------ The data
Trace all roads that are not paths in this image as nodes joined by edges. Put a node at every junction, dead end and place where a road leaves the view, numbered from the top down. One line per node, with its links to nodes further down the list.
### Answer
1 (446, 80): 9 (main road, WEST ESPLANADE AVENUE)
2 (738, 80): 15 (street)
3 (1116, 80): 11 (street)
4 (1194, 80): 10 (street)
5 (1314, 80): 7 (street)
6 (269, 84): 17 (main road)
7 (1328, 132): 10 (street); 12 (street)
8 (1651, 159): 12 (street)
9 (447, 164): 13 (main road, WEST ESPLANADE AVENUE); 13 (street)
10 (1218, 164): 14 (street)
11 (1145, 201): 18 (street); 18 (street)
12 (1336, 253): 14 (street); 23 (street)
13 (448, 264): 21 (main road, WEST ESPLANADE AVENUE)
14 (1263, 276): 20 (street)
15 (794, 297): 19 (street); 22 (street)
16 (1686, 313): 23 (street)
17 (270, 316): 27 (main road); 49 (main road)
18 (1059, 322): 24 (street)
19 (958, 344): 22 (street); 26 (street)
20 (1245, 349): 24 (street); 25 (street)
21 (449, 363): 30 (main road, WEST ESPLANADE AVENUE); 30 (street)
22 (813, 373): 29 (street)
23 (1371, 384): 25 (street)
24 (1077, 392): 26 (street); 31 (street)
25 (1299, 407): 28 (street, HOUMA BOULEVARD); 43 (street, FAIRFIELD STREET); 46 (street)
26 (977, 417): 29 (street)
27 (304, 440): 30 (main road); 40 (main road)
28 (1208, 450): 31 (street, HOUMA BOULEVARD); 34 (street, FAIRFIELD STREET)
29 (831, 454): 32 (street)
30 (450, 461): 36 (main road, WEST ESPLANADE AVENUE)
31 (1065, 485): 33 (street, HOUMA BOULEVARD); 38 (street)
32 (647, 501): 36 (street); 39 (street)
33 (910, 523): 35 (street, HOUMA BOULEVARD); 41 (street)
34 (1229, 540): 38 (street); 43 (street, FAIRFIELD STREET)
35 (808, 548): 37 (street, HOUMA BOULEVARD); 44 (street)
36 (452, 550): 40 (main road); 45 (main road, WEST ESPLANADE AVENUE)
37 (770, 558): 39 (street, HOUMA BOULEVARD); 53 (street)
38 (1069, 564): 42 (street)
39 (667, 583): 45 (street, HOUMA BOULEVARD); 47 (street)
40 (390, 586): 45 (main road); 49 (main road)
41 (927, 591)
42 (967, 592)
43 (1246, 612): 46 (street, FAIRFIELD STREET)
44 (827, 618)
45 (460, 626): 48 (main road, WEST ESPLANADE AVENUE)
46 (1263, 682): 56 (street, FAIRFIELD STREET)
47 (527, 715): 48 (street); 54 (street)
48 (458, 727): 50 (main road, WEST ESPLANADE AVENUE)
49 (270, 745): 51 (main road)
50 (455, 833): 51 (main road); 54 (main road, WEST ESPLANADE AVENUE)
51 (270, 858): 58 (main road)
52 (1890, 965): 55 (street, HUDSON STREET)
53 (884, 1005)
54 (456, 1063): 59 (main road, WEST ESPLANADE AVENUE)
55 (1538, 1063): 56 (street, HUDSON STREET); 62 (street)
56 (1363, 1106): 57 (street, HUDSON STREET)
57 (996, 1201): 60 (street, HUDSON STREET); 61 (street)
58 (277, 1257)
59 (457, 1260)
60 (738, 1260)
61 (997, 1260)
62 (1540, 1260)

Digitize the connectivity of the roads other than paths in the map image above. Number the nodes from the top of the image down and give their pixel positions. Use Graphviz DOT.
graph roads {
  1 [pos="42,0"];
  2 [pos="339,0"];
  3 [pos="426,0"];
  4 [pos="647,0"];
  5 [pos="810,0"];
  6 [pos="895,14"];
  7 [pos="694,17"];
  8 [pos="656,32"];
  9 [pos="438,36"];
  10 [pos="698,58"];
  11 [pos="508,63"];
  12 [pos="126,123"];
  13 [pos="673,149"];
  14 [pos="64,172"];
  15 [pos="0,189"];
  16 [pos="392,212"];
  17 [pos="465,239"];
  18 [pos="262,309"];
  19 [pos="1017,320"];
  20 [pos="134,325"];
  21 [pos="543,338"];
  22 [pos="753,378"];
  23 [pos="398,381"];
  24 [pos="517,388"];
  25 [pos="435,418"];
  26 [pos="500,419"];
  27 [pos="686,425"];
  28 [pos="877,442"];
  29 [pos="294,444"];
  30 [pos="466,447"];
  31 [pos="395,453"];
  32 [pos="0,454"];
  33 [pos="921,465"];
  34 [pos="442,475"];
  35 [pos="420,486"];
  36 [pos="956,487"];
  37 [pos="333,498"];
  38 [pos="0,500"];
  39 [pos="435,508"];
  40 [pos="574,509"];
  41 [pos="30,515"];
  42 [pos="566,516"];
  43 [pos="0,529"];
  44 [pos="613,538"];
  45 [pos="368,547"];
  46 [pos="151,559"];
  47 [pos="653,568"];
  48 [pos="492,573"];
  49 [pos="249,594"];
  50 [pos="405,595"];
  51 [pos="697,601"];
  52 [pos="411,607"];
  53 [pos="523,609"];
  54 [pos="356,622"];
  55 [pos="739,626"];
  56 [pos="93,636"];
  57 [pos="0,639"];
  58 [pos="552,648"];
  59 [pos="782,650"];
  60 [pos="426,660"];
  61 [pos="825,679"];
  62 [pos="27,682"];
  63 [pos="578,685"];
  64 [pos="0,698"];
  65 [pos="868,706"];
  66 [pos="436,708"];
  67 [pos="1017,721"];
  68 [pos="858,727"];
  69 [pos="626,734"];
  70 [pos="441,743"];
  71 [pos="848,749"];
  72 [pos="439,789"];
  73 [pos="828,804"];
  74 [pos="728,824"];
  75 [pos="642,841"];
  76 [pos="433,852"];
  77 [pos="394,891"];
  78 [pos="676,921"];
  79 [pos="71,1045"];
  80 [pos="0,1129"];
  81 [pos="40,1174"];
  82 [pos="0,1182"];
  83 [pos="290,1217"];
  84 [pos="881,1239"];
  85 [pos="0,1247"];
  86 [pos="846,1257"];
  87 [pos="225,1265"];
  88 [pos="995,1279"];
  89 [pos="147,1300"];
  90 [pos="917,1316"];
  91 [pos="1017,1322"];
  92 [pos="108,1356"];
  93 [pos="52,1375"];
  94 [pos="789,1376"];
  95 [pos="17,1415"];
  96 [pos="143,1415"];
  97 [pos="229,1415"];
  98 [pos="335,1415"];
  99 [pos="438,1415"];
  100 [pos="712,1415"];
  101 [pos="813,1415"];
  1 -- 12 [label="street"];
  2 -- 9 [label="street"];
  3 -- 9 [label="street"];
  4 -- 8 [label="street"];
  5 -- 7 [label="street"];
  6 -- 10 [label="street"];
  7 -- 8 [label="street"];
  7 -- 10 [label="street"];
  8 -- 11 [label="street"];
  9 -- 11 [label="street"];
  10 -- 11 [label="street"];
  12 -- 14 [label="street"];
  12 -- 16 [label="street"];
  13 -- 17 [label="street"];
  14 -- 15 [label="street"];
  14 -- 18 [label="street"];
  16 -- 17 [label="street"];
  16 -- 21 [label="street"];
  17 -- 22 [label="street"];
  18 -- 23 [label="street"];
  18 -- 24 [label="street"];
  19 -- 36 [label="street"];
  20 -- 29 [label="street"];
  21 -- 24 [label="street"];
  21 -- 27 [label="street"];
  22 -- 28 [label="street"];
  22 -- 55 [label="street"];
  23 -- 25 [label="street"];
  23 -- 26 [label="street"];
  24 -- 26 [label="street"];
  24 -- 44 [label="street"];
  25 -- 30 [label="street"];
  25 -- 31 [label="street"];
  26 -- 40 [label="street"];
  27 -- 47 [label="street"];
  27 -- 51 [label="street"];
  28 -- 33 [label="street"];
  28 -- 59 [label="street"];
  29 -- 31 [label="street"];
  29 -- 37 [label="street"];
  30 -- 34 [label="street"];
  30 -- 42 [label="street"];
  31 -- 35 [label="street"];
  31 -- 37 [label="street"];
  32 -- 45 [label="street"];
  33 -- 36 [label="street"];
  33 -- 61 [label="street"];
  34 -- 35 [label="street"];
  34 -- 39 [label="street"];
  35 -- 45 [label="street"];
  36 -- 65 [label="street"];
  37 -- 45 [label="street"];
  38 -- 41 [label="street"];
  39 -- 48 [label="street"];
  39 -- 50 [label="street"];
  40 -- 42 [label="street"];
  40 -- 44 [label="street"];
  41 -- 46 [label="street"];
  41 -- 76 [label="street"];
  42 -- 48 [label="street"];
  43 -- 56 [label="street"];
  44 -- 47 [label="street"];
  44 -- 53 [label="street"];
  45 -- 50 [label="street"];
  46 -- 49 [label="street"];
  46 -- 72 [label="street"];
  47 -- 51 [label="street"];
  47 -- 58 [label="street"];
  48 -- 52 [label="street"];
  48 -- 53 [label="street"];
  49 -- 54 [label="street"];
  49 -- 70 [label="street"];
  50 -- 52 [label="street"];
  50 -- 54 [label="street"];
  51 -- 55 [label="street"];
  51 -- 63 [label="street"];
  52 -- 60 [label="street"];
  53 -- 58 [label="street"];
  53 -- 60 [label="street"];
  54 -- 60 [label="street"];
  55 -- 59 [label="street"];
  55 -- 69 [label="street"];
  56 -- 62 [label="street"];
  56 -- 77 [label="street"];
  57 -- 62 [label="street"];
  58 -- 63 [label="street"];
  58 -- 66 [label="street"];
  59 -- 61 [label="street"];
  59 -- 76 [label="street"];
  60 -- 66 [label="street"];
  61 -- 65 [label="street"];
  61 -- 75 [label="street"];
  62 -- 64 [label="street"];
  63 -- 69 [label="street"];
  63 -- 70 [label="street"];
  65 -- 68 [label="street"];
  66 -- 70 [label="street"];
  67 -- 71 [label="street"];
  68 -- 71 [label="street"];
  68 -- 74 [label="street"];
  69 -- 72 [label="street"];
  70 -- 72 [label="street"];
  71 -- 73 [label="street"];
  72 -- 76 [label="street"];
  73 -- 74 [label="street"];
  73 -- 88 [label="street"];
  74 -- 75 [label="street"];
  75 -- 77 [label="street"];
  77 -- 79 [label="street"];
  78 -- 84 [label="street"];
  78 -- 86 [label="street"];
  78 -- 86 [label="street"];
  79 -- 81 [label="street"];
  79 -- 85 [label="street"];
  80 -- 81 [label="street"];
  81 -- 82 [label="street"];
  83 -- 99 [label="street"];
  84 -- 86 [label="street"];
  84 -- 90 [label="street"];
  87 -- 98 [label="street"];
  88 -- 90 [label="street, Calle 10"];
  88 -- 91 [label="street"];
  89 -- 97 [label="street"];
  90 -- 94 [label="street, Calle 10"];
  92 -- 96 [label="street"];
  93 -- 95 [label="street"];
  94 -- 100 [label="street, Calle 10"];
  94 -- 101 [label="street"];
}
------------
• What is required
Search the data above for "WEST" and copy every line where it turns up.

• Reply
1 (446, 80): 9 (main road, WEST ESPLANADE AVENUE)
9 (447, 164): 13 (main road, WEST ESPLANADE AVENUE); 13 (street)
13 (448, 264): 21 (main road, WEST ESPLANADE AVENUE)
21 (449, 363): 30 (main road, WEST ESPLANADE AVENUE); 30 (street)
30 (450, 461): 36 (main road, WEST ESPLANADE AVENUE)
36 (452, 550): 40 (main road); 45 (main road, WEST ESPLANADE AVENUE)
45 (460, 626): 48 (main road, WEST ESPLANADE AVENUE)
48 (458, 727): 50 (main road, WEST ESPLANADE AVENUE)
50 (455, 833): 51 (main road); 54 (main road, WEST ESPLANADE AVENUE)
54 (456, 1063): 59 (main road, WEST ESPLANADE AVENUE)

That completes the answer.